Only one number is expected here, namely how many lines of the entries below hold the string "Txirrita".

Exercise materials:
········

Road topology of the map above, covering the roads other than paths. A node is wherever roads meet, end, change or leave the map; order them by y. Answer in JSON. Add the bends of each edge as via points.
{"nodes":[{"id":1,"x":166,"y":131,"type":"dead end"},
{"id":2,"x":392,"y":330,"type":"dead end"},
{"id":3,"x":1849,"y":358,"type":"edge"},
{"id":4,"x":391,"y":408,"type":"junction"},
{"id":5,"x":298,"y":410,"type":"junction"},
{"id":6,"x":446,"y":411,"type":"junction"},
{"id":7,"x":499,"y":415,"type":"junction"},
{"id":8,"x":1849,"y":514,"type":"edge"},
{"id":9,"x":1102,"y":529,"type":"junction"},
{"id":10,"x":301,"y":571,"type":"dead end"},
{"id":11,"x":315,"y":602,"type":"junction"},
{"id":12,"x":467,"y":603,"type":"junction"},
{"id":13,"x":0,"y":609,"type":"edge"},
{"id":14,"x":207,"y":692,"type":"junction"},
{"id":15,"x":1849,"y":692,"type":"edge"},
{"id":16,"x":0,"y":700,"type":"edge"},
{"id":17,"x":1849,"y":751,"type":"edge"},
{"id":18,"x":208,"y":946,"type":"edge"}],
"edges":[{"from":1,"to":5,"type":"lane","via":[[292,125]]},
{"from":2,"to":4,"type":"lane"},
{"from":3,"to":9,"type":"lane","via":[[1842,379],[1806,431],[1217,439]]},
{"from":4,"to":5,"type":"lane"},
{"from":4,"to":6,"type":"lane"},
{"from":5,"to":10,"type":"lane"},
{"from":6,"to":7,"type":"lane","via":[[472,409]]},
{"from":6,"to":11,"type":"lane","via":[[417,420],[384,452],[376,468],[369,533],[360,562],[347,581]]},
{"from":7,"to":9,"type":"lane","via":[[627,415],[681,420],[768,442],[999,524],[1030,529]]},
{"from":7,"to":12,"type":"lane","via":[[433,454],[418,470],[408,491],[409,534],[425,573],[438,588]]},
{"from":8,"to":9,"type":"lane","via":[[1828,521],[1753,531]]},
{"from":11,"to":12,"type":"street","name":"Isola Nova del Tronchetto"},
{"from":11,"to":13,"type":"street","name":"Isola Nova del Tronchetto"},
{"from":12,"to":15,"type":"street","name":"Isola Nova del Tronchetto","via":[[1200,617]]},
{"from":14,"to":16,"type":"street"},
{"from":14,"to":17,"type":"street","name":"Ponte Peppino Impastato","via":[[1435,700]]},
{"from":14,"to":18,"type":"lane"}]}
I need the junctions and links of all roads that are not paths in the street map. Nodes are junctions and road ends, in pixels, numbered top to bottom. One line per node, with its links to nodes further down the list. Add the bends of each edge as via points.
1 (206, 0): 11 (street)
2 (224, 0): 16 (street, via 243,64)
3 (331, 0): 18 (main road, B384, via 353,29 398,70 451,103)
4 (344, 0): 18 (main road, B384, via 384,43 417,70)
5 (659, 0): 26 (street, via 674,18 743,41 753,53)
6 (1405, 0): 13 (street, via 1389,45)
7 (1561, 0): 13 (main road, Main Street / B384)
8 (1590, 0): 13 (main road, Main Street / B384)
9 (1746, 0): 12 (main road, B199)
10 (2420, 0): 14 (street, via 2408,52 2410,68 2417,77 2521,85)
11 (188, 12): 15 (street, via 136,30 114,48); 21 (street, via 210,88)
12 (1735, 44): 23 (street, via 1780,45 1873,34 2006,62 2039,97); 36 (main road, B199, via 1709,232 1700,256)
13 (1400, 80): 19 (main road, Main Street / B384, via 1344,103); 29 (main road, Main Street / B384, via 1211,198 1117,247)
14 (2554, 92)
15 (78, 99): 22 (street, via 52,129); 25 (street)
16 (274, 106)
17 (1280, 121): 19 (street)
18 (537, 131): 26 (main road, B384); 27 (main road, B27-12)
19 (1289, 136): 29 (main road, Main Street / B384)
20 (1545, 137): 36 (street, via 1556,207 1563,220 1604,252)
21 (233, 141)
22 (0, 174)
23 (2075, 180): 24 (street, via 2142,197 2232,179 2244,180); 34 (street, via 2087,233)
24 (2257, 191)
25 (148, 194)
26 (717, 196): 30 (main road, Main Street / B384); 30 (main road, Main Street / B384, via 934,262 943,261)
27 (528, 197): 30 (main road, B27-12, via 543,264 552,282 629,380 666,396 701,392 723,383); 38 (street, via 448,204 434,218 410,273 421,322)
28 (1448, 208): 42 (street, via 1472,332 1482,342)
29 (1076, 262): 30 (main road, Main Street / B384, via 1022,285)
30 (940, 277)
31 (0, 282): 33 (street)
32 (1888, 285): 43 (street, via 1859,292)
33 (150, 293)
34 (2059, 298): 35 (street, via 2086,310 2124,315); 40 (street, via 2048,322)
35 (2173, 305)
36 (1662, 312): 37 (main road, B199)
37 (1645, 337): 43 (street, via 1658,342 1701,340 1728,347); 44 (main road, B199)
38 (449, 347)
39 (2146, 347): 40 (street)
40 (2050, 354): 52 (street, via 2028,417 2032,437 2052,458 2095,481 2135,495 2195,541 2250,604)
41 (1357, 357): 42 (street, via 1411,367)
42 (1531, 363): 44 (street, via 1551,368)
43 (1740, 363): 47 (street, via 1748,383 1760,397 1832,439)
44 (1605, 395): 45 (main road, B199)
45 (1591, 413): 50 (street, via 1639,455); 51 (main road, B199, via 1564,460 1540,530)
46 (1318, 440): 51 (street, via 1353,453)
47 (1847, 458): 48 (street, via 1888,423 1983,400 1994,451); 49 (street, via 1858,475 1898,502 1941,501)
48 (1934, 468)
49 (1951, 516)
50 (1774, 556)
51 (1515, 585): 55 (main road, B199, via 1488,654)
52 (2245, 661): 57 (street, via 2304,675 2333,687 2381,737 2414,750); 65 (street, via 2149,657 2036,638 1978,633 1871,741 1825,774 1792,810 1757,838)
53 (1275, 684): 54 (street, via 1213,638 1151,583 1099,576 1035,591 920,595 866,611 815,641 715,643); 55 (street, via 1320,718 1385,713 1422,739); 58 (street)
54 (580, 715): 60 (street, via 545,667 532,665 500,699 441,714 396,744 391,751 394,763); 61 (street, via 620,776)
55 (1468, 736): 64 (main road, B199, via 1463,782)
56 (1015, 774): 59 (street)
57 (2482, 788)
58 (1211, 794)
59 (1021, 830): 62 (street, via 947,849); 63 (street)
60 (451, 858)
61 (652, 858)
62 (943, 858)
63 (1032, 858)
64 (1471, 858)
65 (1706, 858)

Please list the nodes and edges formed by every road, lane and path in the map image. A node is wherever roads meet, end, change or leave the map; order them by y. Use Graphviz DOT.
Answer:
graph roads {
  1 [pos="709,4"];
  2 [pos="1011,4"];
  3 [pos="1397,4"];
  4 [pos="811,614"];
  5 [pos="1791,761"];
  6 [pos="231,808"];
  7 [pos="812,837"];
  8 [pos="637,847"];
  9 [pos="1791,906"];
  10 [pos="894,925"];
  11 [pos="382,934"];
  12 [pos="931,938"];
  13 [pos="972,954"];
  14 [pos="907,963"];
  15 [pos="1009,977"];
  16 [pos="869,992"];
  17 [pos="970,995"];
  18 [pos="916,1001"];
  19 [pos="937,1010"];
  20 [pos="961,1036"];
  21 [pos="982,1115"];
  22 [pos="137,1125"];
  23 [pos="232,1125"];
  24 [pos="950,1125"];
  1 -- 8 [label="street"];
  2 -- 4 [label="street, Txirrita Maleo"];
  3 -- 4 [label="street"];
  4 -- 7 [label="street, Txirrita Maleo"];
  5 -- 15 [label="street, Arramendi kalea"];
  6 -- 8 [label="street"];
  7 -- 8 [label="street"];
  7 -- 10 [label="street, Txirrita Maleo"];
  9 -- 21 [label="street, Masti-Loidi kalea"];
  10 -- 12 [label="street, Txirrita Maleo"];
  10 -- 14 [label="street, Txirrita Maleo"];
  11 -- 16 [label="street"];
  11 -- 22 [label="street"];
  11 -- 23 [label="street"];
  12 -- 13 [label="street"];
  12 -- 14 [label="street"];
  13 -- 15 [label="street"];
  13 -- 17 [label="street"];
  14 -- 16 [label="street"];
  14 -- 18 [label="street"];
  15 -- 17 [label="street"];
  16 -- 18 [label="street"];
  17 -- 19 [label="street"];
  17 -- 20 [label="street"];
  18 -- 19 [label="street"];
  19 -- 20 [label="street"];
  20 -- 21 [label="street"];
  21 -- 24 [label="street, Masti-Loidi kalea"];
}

········

Answer section: 5